INSTRUCTIONS FOR THE TASK
Whenever a line below holds the word "Улица", count it; please give only the final number.

Collection entries:
↓
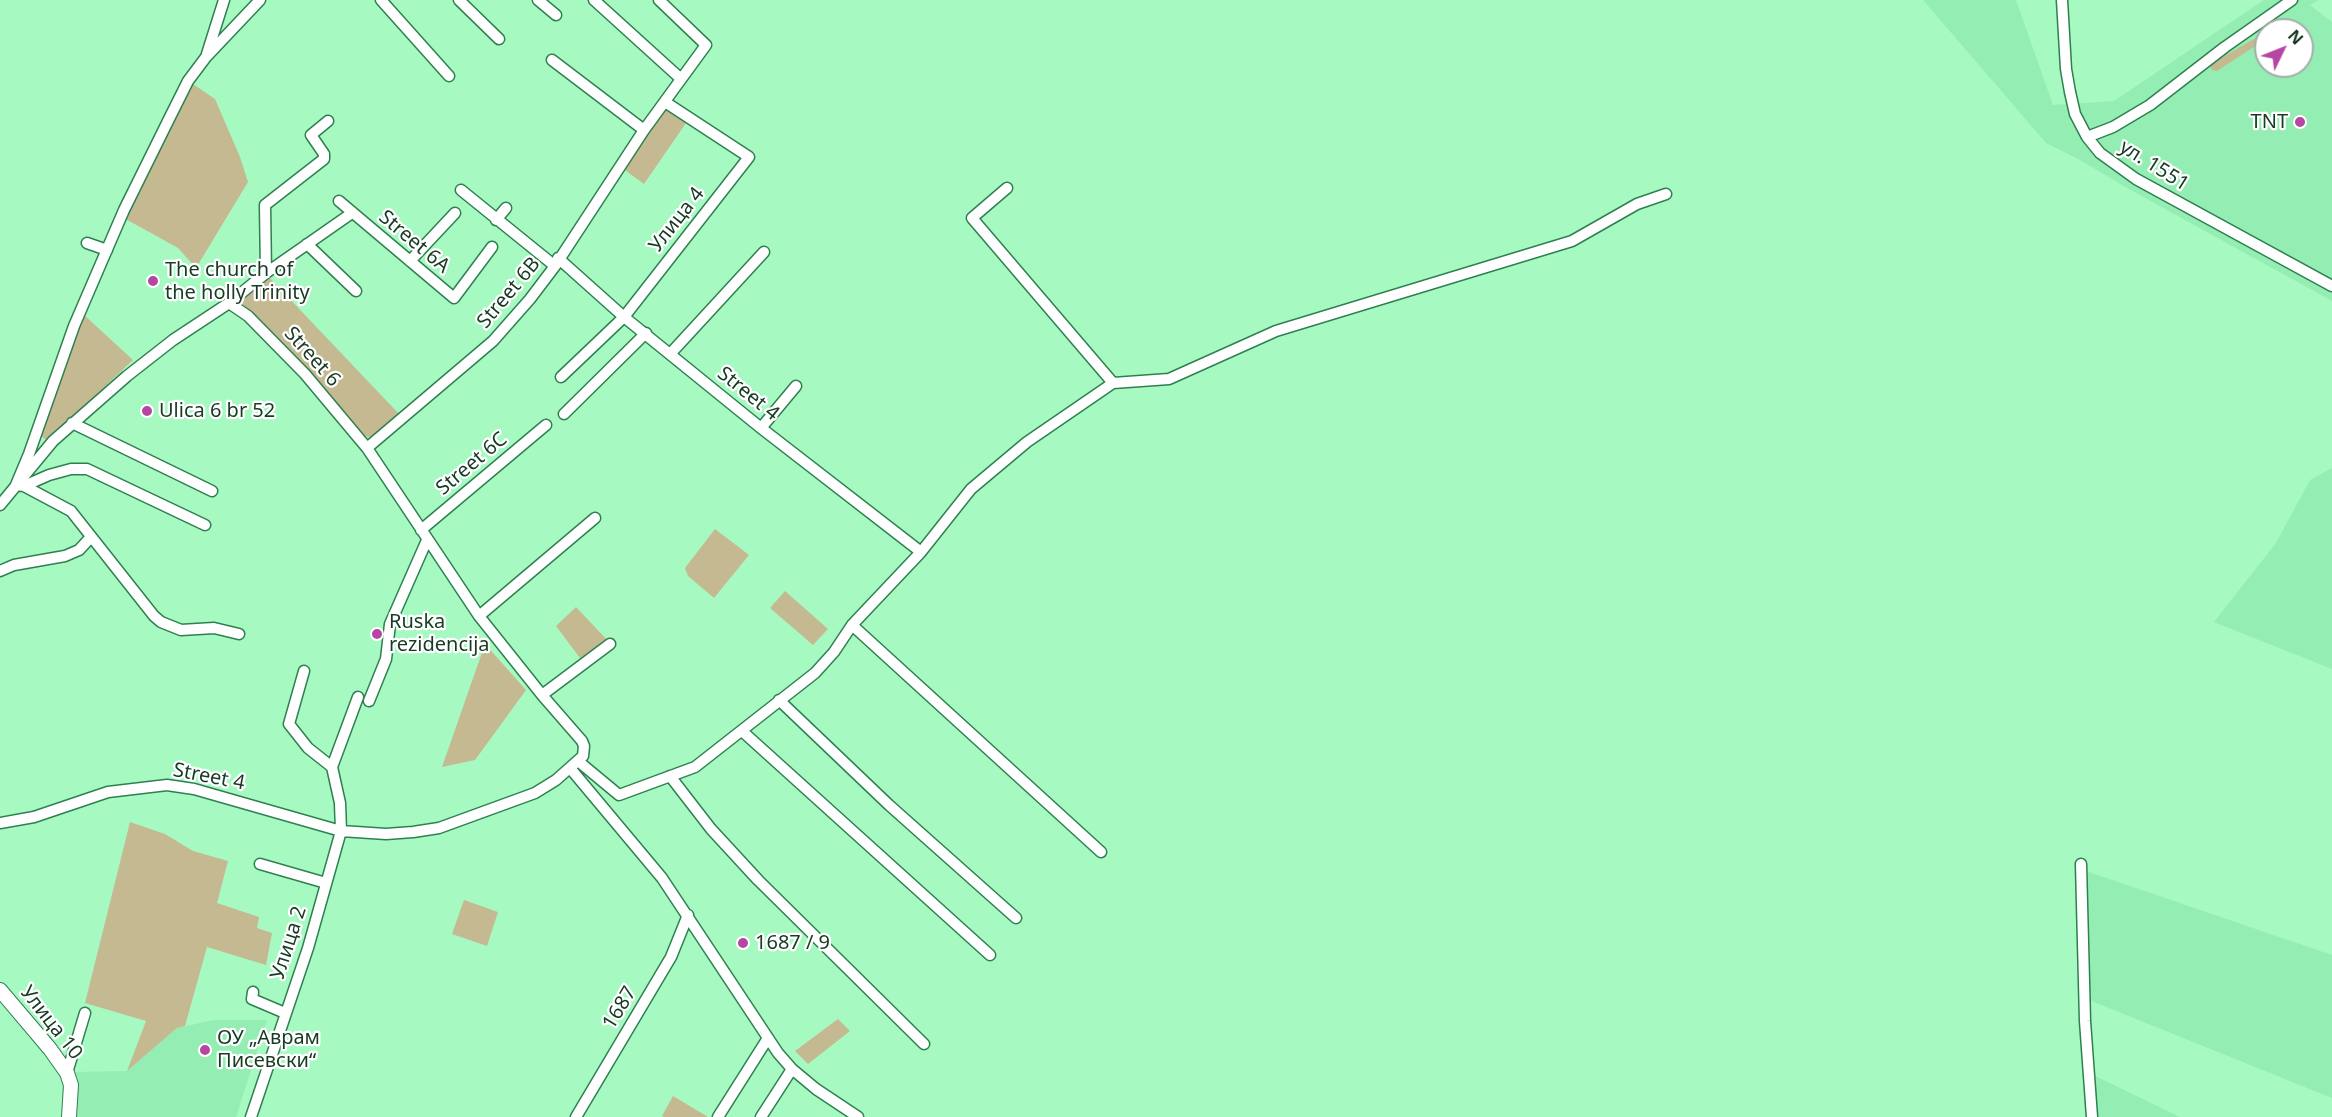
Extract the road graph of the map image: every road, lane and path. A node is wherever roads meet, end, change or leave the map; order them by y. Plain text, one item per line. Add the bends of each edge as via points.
1 (224, 0) edge
2 (260, 0) edge
3 (381, 0) edge
4 (459, 0) edge
5 (538, 0) edge
6 (594, 0) edge
7 (659, 0) edge
8 (2062, 0) edge
9 (2292, 0) edge
10 (556, 15) dead end
11 (499, 39) dead end
12 (206, 57) junction
13 (552, 60) dead end
14 (449, 76) dead end
15 (680, 78) junction
16 (665, 102) junction
17 (328, 122) dead end
18 (644, 130) junction
19 (2087, 137) junction
20 (1007, 188) dead end
21 (461, 190) dead end
22 (1666, 194) dead end
23 (339, 201) dead end
24 (506, 208) dead end
25 (352, 213) junction
26 (455, 213) dead end
27 (496, 220) junction
28 (87, 243) dead end
29 (308, 244) junction
30 (492, 247) dead end
31 (107, 250) junction
32 (764, 252) dead end
33 (410, 261) junction
34 (557, 262) junction
35 (266, 273) junction
36 (2332, 286) edge
37 (356, 291) dead end
38 (229, 303) junction
39 (624, 316) junction
40 (646, 333) junction
41 (671, 353) junction
42 (561, 377) dead end
43 (1113, 383) junction
44 (796, 386) dead end
45 (564, 414) dead end
46 (72, 423) junction
47 (546, 425) dead end
48 (761, 428) junction
49 (367, 448) junction
50 (20, 485) junction
51 (212, 491) dead end
52 (0, 505) edge
53 (595, 518) dead end
54 (205, 525) dead end
55 (424, 535) junction
56 (91, 537) junction
57 (921, 552) junction
58 (0, 570) edge
59 (479, 616) junction
60 (852, 626) junction
61 (239, 634) dead end
62 (610, 644) dead end
63 (304, 671) dead end
64 (542, 695) junction
65 (779, 700) junction
66 (742, 731) junction
67 (574, 765) junction
68 (332, 767) junction
69 (670, 776) junction
70 (0, 823) edge
71 (341, 831) junction
72 (1101, 852) dead end
73 (260, 864) dead end
74 (2081, 864) dead end
75 (326, 883) junction
76 (688, 915) junction
77 (1016, 918) dead end
78 (990, 955) dead end
79 (0, 990) edge
80 (253, 992) dead end
81 (85, 1013) dead end
82 (285, 1013) junction
83 (768, 1038) junction
84 (924, 1044) dead end
85 (792, 1069) junction
86 (67, 1072) junction
87 (840, 1112) edge
88 (69, 1117) edge
89 (251, 1117) edge
90 (576, 1117) edge
91 (718, 1117) edge
92 (761, 1117) edge
93 (858, 1117) edge
94 (2092, 1117) edge

1 - 12 street
2 - 12 street
3 - 14 street
4 - 11 street
5 - 10 street
6 - 15 street
7 - 15 street, Street 6B via 706,45
8 - 19 street, ул. 1551 via 2070,92 2075,114
9 - 19 street via 2150,105
12 - 31 street via 169,118
13 - 18 street
15 - 16 street, Street 6B
16 - 18 street, Street 6B
16 - 39 street, Улица 4 via 749,157
17 - 35 street via 311,135 324,159 265,205
18 - 34 street, Street 6B
19 - 36 street, ул. 1551 via 2100,153 2136,179
20 - 43 street via 972,218
21 - 27 street, Street 4
22 - 43 street via 1637,204 1572,241 1276,331 1169,380
23 - 25 street, Street 6A
24 - 27 street
25 - 29 street, Street 6A
25 - 33 street, Street 6A
26 - 33 street
27 - 34 street, Street 4
28 - 31 street
29 - 35 street, Street 6A
29 - 37 street
30 - 33 street, Street 6A via 454,298
31 - 50 street via 74,326
32 - 41 street
34 - 39 street, Street 4
34 - 49 street, Street 6B via 493,341
35 - 38 street, Street 6A
38 - 46 street via 173,340
38 - 49 street, Street 6 via 248,316 305,374
39 - 40 street, Street 4
39 - 42 street, Улица 4
40 - 41 street, Street 4
40 - 45 street
41 - 48 street, Street 4
43 - 57 street via 1027,442 971,489
44 - 48 street
46 - 50 street via 38,458
46 - 51 street
47 - 55 street, Street 6C
48 - 57 street, Street 4
49 - 55 street, Street 6
50 - 52 street
50 - 54 street via 71,469 87,469
50 - 56 street via 71,511
53 - 59 street
55 - 59 street, Street 6
55 - 68 street via 390,624 386,659
56 - 58 street via 79,550 64,556
56 - 61 street via 161,622 182,630 214,628
57 - 60 street
59 - 64 street, Street 6
60 - 65 street via 815,673
60 - 72 street
62 - 64 street
63 - 68 street via 289,724 308,748
64 - 67 street, Street 6 via 582,741 583,756
65 - 66 street
65 - 77 street
66 - 69 street via 695,767
66 - 78 street
67 - 69 street via 619,795
67 - 71 street, Street 4 via 535,793 439,828 386,834
67 - 76 street
68 - 71 street
69 - 84 street via 758,880
70 - 71 street, Street 4 via 34,817 108,792 167,785 205,791
71 - 75 street, Улица 2
73 - 75 street
74 - 94 street
75 - 82 street, Улица 2
76 - 83 street
76 - 90 street, 1687 via 671,957
79 - 86 street, Улица 10
80 - 82 street, Улица 2 via 252,999
81 - 86 street
82 - 89 street, Улица 2
83 - 85 street
83 - 91 street
85 - 87 street
85 - 92 street
86 - 88 street, Улица 10 via 71,1085
87 - 93 street

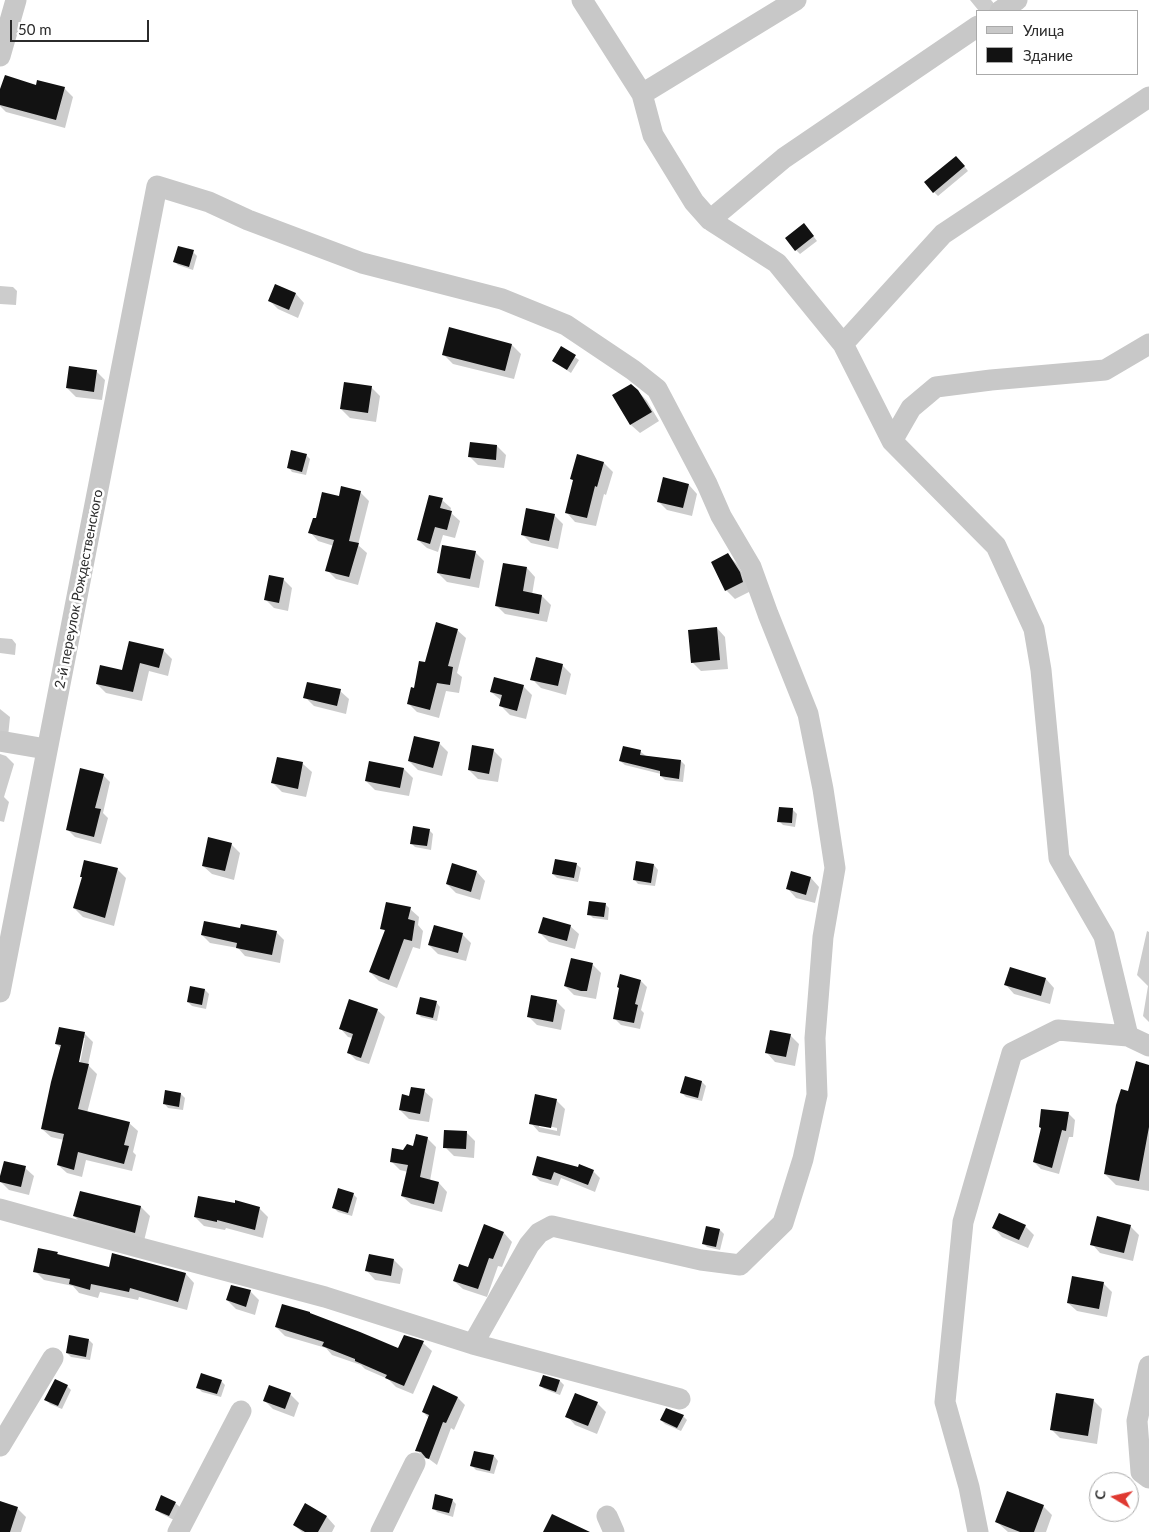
↑
TASK OUTPUT
8